START Information shown

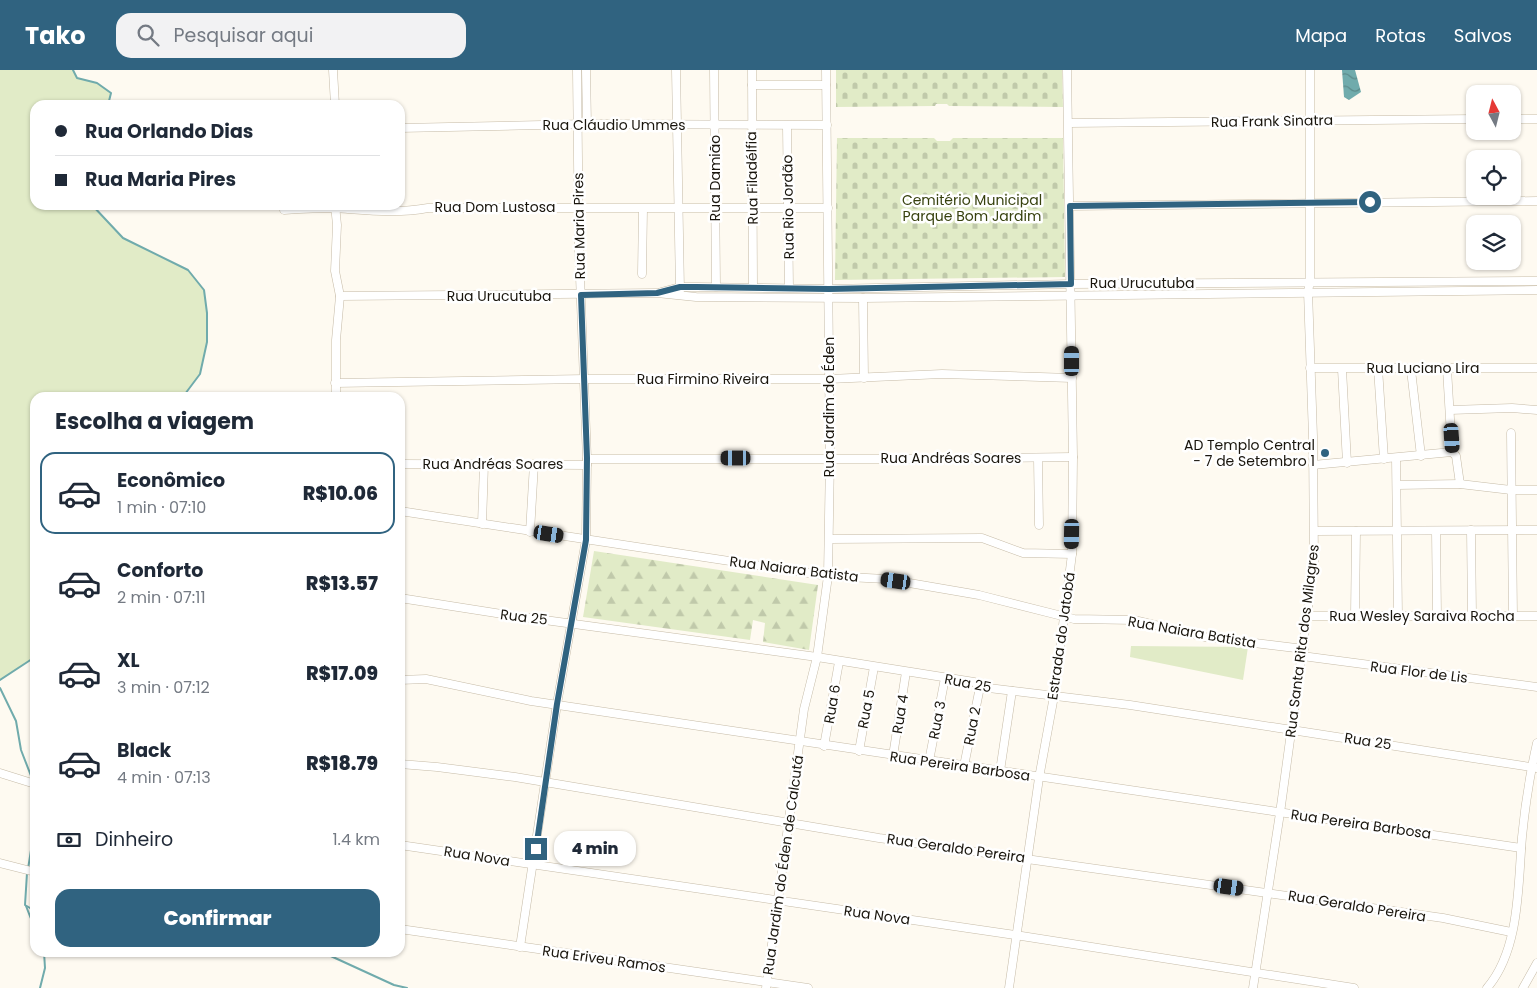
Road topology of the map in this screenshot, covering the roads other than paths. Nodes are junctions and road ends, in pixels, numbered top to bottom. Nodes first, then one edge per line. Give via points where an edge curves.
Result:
1 (333, 70) edge
2 (577, 70) edge
3 (586, 70) edge
4 (676, 70) edge
5 (714, 70) edge
6 (752, 70) edge
7 (826, 70) edge
8 (1067, 70) edge
9 (1310, 70) edge
10 (752, 85) junction
11 (826, 85) junction
12 (335, 100) edge
13 (1466, 119) edge
14 (1521, 119) edge
15 (1537, 119) edge
16 (1310, 121) junction
17 (1069, 123) junction
18 (578, 124) junction
19 (587, 124) junction
20 (678, 125) junction
21 (715, 125) junction
22 (827, 125) junction
23 (751, 126) junction
24 (787, 126) junction
25 (405, 128) edge
26 (1537, 201) edge
27 (1310, 203) junction
28 (1070, 206) junction
29 (578, 208) junction
30 (678, 208) junction
31 (715, 208) junction
32 (752, 208) junction
33 (788, 208) junction
34 (828, 208) junction
35 (643, 209) junction
36 (335, 210) edge
37 (357, 210) edge
38 (642, 274) dead end
39 (1537, 281) edge
40 (1310, 282) junction
41 (1071, 284) junction
42 (680, 287) junction
43 (716, 287) junction
44 (753, 287) junction
45 (789, 288) junction
46 (1537, 290) edge
47 (1308, 291) junction
48 (829, 292) junction
49 (657, 293) junction
50 (581, 295) junction
51 (1072, 295) junction
52 (340, 296) junction
53 (679, 296) junction
54 (863, 298) junction
55 (1310, 368) junction
56 (1378, 368) junction
57 (1537, 368) edge
58 (1342, 369) junction
59 (1447, 369) junction
60 (1411, 370) junction
61 (864, 378) junction
62 (1072, 378) junction
63 (585, 379) junction
64 (829, 379) junction
65 (335, 383) junction
66 (336, 392) edge
67 (1450, 410) junction
68 (1537, 410) edge
69 (1511, 433) dead end
70 (1452, 452) junction
71 (1420, 456) junction
72 (1073, 457) junction
73 (830, 458) junction
74 (1038, 458) junction
75 (1396, 458) junction
76 (1384, 459) junction
77 (587, 462) junction
78 (1347, 463) junction
79 (405, 464) edge
80 (484, 464) junction
81 (534, 464) junction
82 (1313, 465) junction
83 (1460, 484) junction
84 (1397, 485) junction
85 (1511, 490) junction
86 (1537, 490) edge
87 (405, 512) edge
88 (482, 524) junction
89 (1039, 524) dead end
90 (1397, 530) junction
91 (1471, 530) junction
92 (1513, 530) junction
93 (1537, 530) edge
94 (1315, 531) junction
95 (1356, 531) junction
96 (1436, 531) junction
97 (530, 532) junction
98 (830, 539) junction
99 (586, 540) junction
100 (1072, 554) junction
101 (828, 576) junction
102 (405, 599) edge
103 (1064, 616) junction
104 (1308, 616) junction
105 (1355, 616) junction
106 (1398, 616) junction
107 (1437, 616) junction
108 (1472, 616) junction
109 (1514, 616) junction
110 (1537, 616) edge
111 (571, 623) junction
112 (1303, 653) junction
113 (817, 657) junction
114 (839, 662) junction
115 (874, 667) junction
116 (906, 672) junction
117 (945, 678) junction
118 (405, 680) edge
119 (980, 686) junction
120 (1537, 687) edge
121 (1012, 691) junction
122 (1054, 696) junction
123 (557, 704) junction
124 (1292, 729) junction
125 (800, 742) junction
126 (1537, 743) edge
127 (824, 746) junction
128 (859, 751) junction
129 (894, 756) junction
130 (929, 761) junction
131 (405, 764) edge
132 (964, 766) junction
133 (1534, 768) edge
134 (1000, 771) junction
135 (0, 773) edge
136 (1039, 778) junction
137 (30, 782) edge
138 (545, 784) junction
139 (1280, 812) junction
140 (789, 822) junction
141 (405, 846) edge
142 (1521, 848) junction
143 (1027, 857) junction
144 (0, 863) edge
145 (534, 865) junction
146 (30, 871) edge
147 (1267, 892) junction
148 (779, 901) junction
149 (405, 930) edge
150 (1511, 932) junction
151 (1015, 935) junction
152 (520, 947) junction
153 (1537, 963) edge
154 (1254, 974) junction
155 (766, 985) edge
156 (808, 988) edge
157 (1009, 988) edge
158 (1253, 988) edge
159 (1354, 988) edge
160 (1487, 988) edge
161 (1523, 988) edge

1 - 12 street
2 - 18 street, Rua Maria Pires
3 - 19 street
4 - 20 street
5 - 21 street, Rua Damião
6 - 10 street, Rua Filadélfia
7 - 11 street, Rua Jardim do Éden
8 - 17 street, Estrada do Jatobá
9 - 16 street, Rua Santa Rita dos Milagres
10 - 11 street
10 - 23 street, Rua Filadélfia
11 - 22 street, Rua Jardim do Éden
13 - 16 street, Rua Frank Sinatra
14 - 15 street
16 - 17 street, Rua Frank Sinatra
16 - 27 street, Rua Santa Rita dos Milagres
17 - 28 street, Estrada do Jatobá
18 - 19 street, Rua Cláudio Ummes
18 - 25 street, Rua Cláudio Ummes
18 - 29 street, Rua Maria Pires
19 - 20 street, Rua Cláudio Ummes
20 - 21 street, Rua Cláudio Ummes
20 - 30 street
21 - 23 street, Rua Cláudio Ummes
21 - 31 street, Rua Damião
22 - 24 street, Rua Cláudio Ummes
22 - 34 street, Rua Jardim do Éden
23 - 24 street, Rua Cláudio Ummes
23 - 32 street, Rua Filadélfia
24 - 33 street, Rua Rio Jordão
26 - 27 street
27 - 28 street
27 - 40 street, Rua Santa Rita dos Milagres
28 - 41 street, Estrada do Jatobá
29 - 35 street, Rua Dom Lustosa
29 - 37 street, Rua Dom Lustosa
29 - 50 street, Rua Maria Pires
30 - 31 street, Rua Dom Lustosa
30 - 35 street, Rua Dom Lustosa
30 - 42 street
31 - 32 street, Rua Dom Lustosa
31 - 43 street, Rua Damião
32 - 33 street, Rua Dom Lustosa
32 - 44 street, Rua Filadélfia
33 - 34 street, Rua Dom Lustosa
33 - 45 street, Rua Rio Jordão
34 - 48 street, Rua Jardim do Éden
35 - 38 street
36 - 52 street via 335,271
39 - 40 street, Rua Urucutuba
40 - 41 street, Rua Urucutuba
40 - 47 street, Rua Santa Rita dos Milagres
41 - 48 street, Rua Urucutuba
41 - 51 street, Estrada do Jatobá
42 - 43 street, Rua Urucutuba
42 - 49 street, Rua Urucutuba
42 - 53 street
43 - 44 street, Rua Urucutuba
44 - 45 street, Rua Urucutuba
45 - 48 street, Rua Urucutuba
46 - 47 street, Rua Urucutuba
47 - 51 street, Rua Urucutuba
47 - 55 street, Rua Santa Rita dos Milagres
48 - 53 street, Rua Urucutuba
48 - 54 street, Rua Urucutuba
48 - 64 street, Rua Jardim do Éden
49 - 50 street, Rua Urucutuba
49 - 53 street, Rua Urucutuba
50 - 52 street, Rua Urucutuba
50 - 63 street, Rua Maria Pires
51 - 54 street, Rua Urucutuba
51 - 62 street, Estrada do Jatobá
52 - 65 street
54 - 61 street
55 - 58 street, Rua Luciano Lira
55 - 82 street, Rua Santa Rita dos Milagres
56 - 58 street, Rua Luciano Lira
56 - 60 street, Rua Luciano Lira
56 - 76 street
57 - 59 street, Rua Luciano Lira
58 - 78 street
59 - 60 street, Rua Luciano Lira
59 - 67 street
60 - 71 street
61 - 62 street, Rua Firmino Riveira via 942,374
61 - 64 street, Rua Firmino Riveira
62 - 72 street, Estrada do Jatobá
63 - 64 street, Rua Firmino Riveira
63 - 65 street, Rua Firmino Riveira
63 - 77 street, Rua Maria Pires
64 - 73 street, Rua Jardim do Éden
65 - 66 street
67 - 68 street
67 - 70 street
69 - 85 street
70 - 71 street
70 - 83 street via 1456,456
71 - 75 street
72 - 74 street, Rua Andréas Soares
72 - 100 street, Estrada do Jatobá
73 - 74 street, Rua Andréas Soares
73 - 77 street, Rua Andréas Soares
73 - 98 street, Rua Jardim do Éden
74 - 89 street
75 - 76 street
75 - 84 street
76 - 78 street
77 - 81 street, Rua Andréas Soares
77 - 99 street, Rua Maria Pires
78 - 82 street
79 - 80 street, Rua Andréas Soares
80 - 81 street, Rua Andréas Soares
80 - 88 street
81 - 97 street
82 - 94 street, Rua Santa Rita dos Milagres
83 - 84 street
83 - 85 street
84 - 90 street
85 - 86 street
85 - 92 street
87 - 88 street, Rua Naiara Batista
88 - 97 street, Rua Naiara Batista
90 - 95 street
90 - 96 street
90 - 106 street
91 - 92 street
91 - 96 street
91 - 108 street
92 - 93 street
92 - 109 street
94 - 95 street
94 - 104 street, Rua Santa Rita dos Milagres
95 - 105 street
96 - 107 street
97 - 99 street, Rua Naiara Batista
98 - 100 street via 982,538 1023,553
98 - 101 street, Rua Jardim do Éden
99 - 101 street, Rua Naiara Batista
99 - 111 street, Rua Maria Pires
100 - 103 street, Estrada do Jatobá
101 - 103 street, Rua Naiara Batista via 886,580 966,592
101 - 113 street, Rua Jardim do Éden
102 - 111 street, Rua 25
103 - 112 street, Rua Naiara Batista via 1134,620
103 - 122 street, Estrada do Jatobá
104 - 105 street, Rua Wesley Saraiva Rocha
104 - 112 street, Rua Santa Rita dos Milagres
105 - 106 street, Rua Wesley Saraiva Rocha
106 - 107 street, Rua Wesley Saraiva Rocha
107 - 108 street, Rua Wesley Saraiva Rocha
108 - 109 street, Rua Wesley Saraiva Rocha
109 - 110 street, Rua Wesley Saraiva Rocha
111 - 113 street, Rua 25
111 - 123 street, Rua Maria Pires
112 - 120 street, Rua Flor de Lis
112 - 124 street, Rua Santa Rita dos Milagres
113 - 114 street, Rua 25
113 - 125 street, Rua Jardim do Éden via 804,709
114 - 115 street, Rua 25
114 - 127 street, Rua 6
115 - 116 street, Rua 25
115 - 128 street, Rua 5
116 - 117 street, Rua 25
116 - 129 street, Rua 4
117 - 119 street, Rua 25 via 974,682
117 - 130 street, Rua 3
118 - 123 street, Rua Pereira Barbosa via 426,679 486,693
119 - 121 street, Rua 25
119 - 132 street, Rua 2
121 - 122 street, Rua 25
121 - 134 street
122 - 124 street, Rua 25
122 - 136 street, Estrada do Jatobá
123 - 125 street, Rua Pereira Barbosa
123 - 138 street, Rua Maria Pires
124 - 133 street, Rua 25
124 - 139 street, Rua Santa Rita dos Milagres
125 - 127 street, Rua Pereira Barbosa
125 - 140 street, Rua Jardim do Éden de Calcutá
126 - 133 street
127 - 128 street, Rua Pereira Barbosa
128 - 129 street, Rua Pereira Barbosa
129 - 130 street, Rua Pereira Barbosa
130 - 132 street, Rua Pereira Barbosa
131 - 138 street, Rua Geraldo Pereira
132 - 134 street, Rua Pereira Barbosa
133 - 142 street
134 - 136 street, Rua Pereira Barbosa
135 - 137 street
136 - 139 street, Rua Pereira Barbosa
136 - 143 street, Estrada do Jatobá
138 - 140 street, Rua Geraldo Pereira
138 - 145 street, Rua Maria Pires
139 - 142 street, Rua Pereira Barbosa
139 - 147 street, Rua Santa Rita dos Milagres
140 - 143 street, Rua Geraldo Pereira via 879,838
140 - 148 street, Rua Jardim do Éden de Calcutá
141 - 145 street, Rua Nova
142 - 150 street via 1520,878
143 - 147 street, Rua Geraldo Pereira
143 - 151 street, Estrada do Jatobá
144 - 146 street
145 - 148 street, Rua Nova
145 - 152 street, Rua Maria Pires
147 - 150 street, Rua Geraldo Pereira via 1443,918
147 - 154 street, Rua Santa Rita dos Milagres
148 - 151 street, Rua Nova
148 - 155 street, Rua Jardim do Éden de Calcutá
149 - 152 street, Rua Eriveu Ramos
150 - 160 street via 1501,967
151 - 154 street, Rua Nova
151 - 157 street, Estrada do Jatobá
152 - 155 street, Rua Eriveu Ramos
153 - 161 street
154 - 158 street, Rua Santa Rita dos Milagres
154 - 159 street, Rua Nova
155 - 156 street, Rua Eriveu Ramos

END Information shown

Return every line from the entries above that contains the word "Damião".

Your response:
5 - 21 street, Rua Damião
21 - 31 street, Rua Damião
31 - 43 street, Rua Damião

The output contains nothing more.